◆ **TO DO**
Among the entries below, how many lines have the string "lane" in them? Only the number should be given.
═════ EXCERPTED RECORDS
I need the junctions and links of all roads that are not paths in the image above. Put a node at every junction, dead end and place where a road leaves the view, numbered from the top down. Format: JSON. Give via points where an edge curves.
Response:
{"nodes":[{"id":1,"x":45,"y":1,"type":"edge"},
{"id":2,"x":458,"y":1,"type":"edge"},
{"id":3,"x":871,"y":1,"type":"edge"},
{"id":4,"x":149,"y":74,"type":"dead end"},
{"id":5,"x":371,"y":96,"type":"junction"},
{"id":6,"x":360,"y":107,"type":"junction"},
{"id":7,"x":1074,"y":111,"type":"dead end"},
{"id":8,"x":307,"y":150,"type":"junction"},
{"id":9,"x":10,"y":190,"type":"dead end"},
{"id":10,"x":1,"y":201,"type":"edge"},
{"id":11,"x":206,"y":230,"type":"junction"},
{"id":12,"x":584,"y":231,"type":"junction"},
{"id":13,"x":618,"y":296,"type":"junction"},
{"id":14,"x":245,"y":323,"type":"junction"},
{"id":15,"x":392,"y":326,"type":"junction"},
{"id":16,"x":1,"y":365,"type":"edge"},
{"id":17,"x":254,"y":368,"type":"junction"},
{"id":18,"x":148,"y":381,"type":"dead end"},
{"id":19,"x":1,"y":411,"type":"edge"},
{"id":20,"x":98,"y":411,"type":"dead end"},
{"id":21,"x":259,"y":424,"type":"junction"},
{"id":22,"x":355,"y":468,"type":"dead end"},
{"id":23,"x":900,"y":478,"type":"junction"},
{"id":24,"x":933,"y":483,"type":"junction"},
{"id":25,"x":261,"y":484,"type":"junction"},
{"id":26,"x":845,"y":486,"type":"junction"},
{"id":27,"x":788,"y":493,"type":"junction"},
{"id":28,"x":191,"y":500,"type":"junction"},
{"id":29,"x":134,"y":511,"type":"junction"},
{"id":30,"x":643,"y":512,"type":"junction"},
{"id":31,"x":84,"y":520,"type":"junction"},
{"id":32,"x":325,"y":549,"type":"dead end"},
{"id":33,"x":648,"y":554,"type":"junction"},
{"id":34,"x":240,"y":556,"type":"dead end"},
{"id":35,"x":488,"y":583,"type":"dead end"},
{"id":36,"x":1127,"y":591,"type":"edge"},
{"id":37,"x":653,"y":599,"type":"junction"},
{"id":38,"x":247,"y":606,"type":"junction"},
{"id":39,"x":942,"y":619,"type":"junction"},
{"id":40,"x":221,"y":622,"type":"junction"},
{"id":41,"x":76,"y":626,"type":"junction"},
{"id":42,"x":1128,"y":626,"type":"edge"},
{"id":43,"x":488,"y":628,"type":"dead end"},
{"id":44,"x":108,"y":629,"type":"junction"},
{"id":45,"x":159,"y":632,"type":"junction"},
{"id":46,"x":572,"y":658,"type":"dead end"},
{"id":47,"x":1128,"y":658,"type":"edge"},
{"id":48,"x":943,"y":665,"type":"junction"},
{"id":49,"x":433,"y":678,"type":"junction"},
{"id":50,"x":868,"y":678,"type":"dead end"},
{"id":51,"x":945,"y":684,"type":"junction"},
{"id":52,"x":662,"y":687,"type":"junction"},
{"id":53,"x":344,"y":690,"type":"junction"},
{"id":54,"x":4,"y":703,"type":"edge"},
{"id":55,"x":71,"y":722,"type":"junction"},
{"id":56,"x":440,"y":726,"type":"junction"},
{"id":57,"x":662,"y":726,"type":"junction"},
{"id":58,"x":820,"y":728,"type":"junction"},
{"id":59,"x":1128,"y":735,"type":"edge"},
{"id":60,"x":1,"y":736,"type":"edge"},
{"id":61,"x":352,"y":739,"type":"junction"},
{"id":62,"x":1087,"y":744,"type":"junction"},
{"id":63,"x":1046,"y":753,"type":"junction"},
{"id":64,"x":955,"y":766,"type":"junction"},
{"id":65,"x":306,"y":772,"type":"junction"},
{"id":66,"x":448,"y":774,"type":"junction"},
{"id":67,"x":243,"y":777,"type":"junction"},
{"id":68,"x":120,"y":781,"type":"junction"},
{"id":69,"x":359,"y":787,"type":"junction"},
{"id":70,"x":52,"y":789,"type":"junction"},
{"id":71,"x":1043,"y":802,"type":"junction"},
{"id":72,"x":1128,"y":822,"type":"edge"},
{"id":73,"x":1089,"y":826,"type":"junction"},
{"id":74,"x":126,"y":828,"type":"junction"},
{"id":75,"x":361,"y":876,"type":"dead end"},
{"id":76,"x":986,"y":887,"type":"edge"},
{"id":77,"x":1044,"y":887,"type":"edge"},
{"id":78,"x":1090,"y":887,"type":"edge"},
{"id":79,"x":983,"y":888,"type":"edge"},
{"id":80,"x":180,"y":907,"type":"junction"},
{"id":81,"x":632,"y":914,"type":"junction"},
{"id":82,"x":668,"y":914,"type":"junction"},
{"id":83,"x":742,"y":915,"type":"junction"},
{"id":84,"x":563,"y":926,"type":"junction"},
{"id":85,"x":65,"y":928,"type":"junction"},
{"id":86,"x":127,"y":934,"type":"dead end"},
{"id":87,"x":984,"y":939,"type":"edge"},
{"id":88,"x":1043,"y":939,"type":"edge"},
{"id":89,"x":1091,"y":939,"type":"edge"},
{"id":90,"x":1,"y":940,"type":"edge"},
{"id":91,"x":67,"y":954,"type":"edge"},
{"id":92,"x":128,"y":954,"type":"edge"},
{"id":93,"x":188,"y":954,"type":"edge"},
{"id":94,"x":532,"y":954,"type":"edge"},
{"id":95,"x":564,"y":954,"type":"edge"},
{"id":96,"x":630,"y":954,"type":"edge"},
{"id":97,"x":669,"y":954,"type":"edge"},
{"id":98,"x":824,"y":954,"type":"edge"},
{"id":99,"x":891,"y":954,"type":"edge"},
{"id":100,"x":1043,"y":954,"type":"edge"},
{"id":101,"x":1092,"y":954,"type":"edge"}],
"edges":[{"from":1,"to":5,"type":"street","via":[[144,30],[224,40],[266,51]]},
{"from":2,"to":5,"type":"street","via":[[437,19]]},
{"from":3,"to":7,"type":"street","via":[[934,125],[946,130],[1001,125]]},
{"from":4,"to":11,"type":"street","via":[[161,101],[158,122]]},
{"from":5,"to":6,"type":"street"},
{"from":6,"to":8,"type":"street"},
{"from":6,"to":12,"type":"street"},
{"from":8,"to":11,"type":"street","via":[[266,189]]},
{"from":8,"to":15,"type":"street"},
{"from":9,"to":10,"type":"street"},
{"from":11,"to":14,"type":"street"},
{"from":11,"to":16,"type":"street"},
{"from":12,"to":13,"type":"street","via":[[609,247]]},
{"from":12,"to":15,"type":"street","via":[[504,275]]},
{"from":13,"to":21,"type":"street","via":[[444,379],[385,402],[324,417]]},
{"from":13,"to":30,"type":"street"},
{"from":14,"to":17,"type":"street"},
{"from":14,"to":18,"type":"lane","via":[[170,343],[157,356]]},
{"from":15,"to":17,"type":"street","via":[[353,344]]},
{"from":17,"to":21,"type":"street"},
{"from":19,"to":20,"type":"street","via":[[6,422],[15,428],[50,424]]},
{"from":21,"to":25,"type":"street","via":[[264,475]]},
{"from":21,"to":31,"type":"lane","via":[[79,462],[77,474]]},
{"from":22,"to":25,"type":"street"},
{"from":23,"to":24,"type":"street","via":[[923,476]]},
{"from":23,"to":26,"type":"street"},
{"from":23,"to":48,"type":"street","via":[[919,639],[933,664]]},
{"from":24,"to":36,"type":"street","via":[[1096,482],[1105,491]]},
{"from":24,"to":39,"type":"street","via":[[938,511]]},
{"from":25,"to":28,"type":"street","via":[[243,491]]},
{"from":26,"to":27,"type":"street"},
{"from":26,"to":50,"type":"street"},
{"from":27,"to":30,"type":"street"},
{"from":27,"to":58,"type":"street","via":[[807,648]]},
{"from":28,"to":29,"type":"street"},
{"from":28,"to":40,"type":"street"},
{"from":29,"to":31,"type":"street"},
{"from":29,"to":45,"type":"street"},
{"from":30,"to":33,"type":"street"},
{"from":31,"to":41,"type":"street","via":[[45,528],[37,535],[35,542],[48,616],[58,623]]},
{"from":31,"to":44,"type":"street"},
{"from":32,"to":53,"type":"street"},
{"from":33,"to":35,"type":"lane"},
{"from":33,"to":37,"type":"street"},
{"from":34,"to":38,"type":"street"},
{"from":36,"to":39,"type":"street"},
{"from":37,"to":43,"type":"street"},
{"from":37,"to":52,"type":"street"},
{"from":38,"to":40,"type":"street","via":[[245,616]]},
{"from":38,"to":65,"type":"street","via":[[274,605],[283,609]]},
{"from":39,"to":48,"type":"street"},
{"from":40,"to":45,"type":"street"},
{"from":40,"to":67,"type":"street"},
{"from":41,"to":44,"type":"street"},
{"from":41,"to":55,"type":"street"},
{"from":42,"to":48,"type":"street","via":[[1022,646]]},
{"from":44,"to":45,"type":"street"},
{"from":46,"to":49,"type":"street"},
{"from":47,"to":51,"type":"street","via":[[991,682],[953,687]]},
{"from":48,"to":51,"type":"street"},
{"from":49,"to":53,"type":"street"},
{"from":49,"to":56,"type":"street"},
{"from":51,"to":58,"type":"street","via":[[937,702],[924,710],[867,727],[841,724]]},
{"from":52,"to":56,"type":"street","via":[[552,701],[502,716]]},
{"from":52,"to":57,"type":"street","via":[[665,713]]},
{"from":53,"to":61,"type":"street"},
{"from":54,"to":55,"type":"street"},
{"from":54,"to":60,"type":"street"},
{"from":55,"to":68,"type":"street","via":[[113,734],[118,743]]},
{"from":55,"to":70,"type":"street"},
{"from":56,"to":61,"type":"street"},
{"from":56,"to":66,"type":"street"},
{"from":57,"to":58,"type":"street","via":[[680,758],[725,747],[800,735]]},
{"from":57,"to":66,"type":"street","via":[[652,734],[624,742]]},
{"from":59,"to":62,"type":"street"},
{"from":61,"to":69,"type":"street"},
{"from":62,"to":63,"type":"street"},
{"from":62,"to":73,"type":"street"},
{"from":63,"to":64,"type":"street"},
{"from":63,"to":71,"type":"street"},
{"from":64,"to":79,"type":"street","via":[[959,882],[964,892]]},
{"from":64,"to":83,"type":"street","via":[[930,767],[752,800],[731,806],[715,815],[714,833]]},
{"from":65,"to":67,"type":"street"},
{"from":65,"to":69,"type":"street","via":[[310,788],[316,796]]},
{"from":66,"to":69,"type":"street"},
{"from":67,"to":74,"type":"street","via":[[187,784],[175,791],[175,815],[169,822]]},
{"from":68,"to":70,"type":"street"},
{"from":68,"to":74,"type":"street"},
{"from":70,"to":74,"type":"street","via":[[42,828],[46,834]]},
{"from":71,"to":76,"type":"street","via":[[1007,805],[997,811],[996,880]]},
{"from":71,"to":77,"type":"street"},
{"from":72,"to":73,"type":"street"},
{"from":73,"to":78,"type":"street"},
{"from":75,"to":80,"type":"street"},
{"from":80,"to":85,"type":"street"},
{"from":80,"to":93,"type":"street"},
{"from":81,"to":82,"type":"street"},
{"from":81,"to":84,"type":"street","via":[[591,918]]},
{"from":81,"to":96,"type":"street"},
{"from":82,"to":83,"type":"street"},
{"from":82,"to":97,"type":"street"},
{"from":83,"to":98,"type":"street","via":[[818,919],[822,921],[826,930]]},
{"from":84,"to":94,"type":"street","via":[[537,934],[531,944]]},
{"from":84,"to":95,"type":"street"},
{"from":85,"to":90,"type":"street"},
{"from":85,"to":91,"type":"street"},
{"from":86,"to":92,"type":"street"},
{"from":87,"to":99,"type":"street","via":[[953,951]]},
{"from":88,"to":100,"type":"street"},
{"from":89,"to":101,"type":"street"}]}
══════════
◆ **EXERCISE RESPONSE**
3